Tem_Probe said:
This is a minor, internal, easily-solved matter, and did not need someone to start knocking out people on the head over it.
No it is not easy to solve. In your previous post you proved that by displaying that you have still not even accepted the fundamental principle that what you had to do was to eliminate the existence of the condition that constituted your rule-break.
Tem_Probe said:
If you are suggesting whoever was the third to peace out(in this case Brandenburg) leaves the alliance after peacing, he can't: he was alliance leader. If you're suggesting that SWE-HOL white peace, that only creates a bigger problem than the one which was present.
1. The rule was max 2 per alliance
2. You were 3
3. Thus one must leave the alliance
It has nothing to with who is in the war. It has only to do with you being not more than two in the alliance.
(The fact you were more than 2 was the "condition" I referred to above. )
Whether you are in war or peace is as well nothing that concerns the rest of the players. As soon as you see someone calling attention to the rule you must solve the situation by one of you leaving the alliance. This may mean that one or more of you must ask for peace. (If your opponent disagrees we have another problem which however is easily soved. But a nation in war would more often than not be charmed if his opponents by mistake broke a rule and because of this one or two of them would have to call of the attack and perhaps leave a third alone and then the ones leaving the war had to pay 5 in stab for breking truce and get back into the war. How I would laugh!).
It may well turn out that this creates a "bigger problem" than the current one was, but only for you, not for the rest and n.b. I fail to see how it could create any other problem for you than that of a "less successful game play". I cannot fathom how it could create any practical problem to speak about. To make peace and leave an alliance is not difficult or burdensome to do. Thus, when you say it "creates bigger problems" you in fact appear trying to seduce the reader into believing there are practical problems, as this is how a casual reader will probably interpret it.

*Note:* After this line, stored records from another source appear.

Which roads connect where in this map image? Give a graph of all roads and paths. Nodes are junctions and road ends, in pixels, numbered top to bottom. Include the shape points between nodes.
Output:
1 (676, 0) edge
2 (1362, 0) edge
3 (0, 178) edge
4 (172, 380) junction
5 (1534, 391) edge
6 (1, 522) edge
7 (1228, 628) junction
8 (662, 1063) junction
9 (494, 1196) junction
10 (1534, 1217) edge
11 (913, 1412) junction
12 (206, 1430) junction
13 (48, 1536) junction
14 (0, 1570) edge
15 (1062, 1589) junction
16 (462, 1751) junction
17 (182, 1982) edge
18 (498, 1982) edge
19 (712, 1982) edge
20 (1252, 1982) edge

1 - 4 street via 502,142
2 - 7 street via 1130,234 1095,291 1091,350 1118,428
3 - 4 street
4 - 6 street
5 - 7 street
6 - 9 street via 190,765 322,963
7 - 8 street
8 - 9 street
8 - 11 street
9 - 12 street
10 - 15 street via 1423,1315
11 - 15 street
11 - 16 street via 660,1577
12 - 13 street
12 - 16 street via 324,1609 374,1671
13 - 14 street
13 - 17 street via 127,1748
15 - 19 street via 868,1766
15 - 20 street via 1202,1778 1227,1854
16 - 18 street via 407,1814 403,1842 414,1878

If you break the rules and it can be solved by ingame actions (especially if those are easy to do), rather than edits, then that is the preferred action and the one that as far as I know always have been applied in the games I have participated in. I believe that this kind of limitation on alliances is in fact the most common type of those errors that are fixed ingame. Before this incident I have never heard about anyone refusing to obey a rule about that. When people are reminded of the rule they solve it directly.
From post 1
Fredrik82 said:
Punishment
Breaking one of the few rules we got in the game will also be punished, you might even risk being banned from the game if it is serius enough. The GM will decide upon what punishment to use.
I am looking forward to see what punishment Fredrik will hand out. According to this, his own rule, it is mandatory.